• PROBLEM
Nothing but a number is needed: the count of lines below that include "lane".

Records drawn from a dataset
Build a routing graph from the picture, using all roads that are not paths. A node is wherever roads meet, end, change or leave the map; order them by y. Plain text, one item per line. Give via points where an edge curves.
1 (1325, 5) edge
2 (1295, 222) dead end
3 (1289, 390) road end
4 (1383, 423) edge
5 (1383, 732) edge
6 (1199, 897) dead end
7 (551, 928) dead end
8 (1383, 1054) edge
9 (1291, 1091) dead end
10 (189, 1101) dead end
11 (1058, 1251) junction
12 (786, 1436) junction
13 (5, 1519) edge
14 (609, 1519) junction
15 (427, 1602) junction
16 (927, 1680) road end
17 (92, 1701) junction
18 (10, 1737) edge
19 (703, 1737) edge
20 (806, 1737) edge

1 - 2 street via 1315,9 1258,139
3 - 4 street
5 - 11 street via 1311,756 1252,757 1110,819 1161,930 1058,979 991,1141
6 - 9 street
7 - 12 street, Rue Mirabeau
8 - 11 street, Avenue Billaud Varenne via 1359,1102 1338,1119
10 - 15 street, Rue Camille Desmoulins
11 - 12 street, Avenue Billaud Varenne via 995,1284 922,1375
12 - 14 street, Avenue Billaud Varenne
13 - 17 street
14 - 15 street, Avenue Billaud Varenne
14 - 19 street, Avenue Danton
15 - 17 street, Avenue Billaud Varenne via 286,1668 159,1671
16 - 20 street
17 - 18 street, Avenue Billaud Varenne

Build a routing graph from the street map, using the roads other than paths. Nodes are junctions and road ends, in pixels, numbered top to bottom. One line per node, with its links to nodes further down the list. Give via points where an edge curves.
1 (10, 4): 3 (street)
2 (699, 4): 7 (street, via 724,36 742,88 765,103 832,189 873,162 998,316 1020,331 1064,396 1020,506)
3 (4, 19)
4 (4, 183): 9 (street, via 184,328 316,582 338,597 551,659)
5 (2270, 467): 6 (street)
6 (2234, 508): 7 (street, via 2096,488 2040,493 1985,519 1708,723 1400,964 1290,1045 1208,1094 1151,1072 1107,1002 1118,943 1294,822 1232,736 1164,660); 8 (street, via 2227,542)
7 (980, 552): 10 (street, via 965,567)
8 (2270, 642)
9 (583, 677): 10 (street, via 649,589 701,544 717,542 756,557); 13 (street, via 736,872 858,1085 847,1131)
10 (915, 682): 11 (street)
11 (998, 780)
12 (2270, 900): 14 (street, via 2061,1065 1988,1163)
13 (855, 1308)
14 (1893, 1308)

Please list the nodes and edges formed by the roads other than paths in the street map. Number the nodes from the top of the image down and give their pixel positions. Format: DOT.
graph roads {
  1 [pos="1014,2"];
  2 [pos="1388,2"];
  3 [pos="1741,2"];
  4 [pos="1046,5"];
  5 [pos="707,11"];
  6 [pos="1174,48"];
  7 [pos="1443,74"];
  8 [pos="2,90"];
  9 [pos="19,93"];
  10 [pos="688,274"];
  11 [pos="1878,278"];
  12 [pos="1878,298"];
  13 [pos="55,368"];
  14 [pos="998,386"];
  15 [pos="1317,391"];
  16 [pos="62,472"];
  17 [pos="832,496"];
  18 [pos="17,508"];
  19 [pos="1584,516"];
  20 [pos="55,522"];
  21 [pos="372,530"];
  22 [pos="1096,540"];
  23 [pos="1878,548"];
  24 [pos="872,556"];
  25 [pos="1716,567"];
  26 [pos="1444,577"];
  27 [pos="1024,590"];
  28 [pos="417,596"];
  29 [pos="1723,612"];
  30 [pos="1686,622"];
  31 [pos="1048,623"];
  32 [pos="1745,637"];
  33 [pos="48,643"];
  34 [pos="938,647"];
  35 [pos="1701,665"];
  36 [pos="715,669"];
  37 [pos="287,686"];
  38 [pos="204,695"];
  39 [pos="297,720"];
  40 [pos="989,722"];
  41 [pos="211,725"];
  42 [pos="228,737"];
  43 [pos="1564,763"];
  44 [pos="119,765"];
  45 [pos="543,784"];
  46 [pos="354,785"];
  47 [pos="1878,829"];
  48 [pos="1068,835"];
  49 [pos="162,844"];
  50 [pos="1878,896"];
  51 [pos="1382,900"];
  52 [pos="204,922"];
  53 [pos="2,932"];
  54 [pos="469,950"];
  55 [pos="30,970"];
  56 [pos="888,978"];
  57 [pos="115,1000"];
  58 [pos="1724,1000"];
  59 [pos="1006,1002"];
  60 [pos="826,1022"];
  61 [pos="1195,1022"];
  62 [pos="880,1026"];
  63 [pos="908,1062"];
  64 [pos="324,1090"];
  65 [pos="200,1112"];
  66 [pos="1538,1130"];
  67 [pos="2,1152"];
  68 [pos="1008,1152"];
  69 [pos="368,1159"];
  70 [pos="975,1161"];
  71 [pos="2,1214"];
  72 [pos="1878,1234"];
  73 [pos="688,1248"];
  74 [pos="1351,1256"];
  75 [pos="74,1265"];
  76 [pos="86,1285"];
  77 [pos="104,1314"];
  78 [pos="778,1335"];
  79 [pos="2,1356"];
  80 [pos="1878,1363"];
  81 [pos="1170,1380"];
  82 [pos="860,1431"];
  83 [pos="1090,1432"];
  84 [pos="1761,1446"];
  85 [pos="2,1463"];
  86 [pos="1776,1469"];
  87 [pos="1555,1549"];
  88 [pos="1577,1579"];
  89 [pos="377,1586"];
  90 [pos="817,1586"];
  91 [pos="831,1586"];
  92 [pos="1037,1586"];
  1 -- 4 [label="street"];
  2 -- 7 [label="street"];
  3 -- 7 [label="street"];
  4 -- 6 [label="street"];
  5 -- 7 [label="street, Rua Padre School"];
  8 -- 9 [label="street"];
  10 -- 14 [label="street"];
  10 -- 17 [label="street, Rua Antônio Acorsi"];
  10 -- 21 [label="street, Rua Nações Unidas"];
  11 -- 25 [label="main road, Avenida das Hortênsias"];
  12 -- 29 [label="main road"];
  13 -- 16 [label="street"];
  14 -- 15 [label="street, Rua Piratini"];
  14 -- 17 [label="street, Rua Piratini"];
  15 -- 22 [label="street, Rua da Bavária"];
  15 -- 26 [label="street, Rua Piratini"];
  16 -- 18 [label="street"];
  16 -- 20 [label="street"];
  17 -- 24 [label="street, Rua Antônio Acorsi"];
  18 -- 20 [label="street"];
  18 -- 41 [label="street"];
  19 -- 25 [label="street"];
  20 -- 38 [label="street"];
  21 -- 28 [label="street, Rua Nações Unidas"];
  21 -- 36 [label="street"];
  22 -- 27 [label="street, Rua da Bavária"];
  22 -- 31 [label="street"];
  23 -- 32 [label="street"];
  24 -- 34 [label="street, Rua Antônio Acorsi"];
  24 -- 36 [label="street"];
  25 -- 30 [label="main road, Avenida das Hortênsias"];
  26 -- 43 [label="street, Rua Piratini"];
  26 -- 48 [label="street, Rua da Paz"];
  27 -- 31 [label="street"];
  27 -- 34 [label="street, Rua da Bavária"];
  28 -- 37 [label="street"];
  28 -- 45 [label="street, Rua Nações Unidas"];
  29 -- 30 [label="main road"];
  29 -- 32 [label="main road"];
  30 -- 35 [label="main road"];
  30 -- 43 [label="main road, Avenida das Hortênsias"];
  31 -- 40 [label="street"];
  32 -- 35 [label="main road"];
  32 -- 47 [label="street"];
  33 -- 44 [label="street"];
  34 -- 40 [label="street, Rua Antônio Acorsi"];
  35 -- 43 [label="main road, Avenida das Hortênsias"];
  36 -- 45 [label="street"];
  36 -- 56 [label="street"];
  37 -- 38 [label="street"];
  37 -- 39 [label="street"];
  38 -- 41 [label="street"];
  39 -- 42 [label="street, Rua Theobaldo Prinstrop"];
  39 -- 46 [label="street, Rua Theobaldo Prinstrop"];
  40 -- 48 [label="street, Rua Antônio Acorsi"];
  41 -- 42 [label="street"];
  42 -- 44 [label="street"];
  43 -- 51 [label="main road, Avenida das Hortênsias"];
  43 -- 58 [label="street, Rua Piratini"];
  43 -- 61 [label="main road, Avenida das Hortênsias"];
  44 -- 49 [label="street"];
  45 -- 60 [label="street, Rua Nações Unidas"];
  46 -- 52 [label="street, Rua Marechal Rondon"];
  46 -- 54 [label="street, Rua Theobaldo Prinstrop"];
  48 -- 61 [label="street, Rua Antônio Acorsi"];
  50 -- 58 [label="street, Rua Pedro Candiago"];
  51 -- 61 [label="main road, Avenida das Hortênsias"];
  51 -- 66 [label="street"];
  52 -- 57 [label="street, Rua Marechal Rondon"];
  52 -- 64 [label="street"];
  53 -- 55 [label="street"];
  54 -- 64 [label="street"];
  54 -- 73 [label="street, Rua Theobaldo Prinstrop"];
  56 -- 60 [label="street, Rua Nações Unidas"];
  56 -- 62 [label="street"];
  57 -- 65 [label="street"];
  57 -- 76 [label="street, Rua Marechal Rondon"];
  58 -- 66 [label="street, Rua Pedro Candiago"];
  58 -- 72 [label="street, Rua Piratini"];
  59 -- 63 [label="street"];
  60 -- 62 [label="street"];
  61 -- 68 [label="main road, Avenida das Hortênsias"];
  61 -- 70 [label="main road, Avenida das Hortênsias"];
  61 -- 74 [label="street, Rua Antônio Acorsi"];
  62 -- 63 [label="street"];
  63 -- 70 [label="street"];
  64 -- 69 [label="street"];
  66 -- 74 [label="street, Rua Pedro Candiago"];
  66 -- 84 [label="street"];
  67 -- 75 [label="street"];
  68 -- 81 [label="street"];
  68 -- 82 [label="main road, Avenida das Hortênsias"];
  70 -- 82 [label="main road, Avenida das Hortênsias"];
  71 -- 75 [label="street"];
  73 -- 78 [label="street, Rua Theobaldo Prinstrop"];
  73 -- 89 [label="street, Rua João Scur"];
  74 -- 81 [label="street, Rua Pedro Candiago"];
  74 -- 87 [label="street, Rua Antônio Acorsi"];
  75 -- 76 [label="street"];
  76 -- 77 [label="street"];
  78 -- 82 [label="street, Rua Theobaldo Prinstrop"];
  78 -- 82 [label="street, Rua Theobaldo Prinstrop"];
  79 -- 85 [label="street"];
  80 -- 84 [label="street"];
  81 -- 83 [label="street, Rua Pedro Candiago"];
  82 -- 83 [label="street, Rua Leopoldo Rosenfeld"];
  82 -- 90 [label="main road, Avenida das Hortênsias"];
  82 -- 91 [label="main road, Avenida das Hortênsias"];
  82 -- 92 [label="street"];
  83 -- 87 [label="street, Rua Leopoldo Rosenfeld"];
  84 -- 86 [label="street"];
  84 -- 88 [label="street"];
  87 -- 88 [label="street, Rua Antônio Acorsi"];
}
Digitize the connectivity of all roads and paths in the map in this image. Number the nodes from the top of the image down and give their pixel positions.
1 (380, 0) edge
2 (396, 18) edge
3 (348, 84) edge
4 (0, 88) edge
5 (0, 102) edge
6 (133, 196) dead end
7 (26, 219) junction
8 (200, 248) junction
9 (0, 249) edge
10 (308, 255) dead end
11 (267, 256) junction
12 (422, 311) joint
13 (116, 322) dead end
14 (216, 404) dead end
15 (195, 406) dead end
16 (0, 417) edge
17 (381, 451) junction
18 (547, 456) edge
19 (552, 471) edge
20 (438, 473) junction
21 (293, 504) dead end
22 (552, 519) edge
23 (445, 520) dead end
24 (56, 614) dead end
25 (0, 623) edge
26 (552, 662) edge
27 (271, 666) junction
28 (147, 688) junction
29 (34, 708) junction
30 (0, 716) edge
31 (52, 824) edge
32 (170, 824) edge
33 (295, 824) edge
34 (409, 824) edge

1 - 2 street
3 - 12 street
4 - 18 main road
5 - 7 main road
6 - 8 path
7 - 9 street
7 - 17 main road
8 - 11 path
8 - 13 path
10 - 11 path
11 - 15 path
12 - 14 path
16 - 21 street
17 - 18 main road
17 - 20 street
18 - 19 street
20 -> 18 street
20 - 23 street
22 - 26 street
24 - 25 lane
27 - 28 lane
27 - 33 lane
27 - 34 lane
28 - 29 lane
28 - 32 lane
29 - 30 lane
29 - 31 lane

• ANSWER TO THIS TASK
8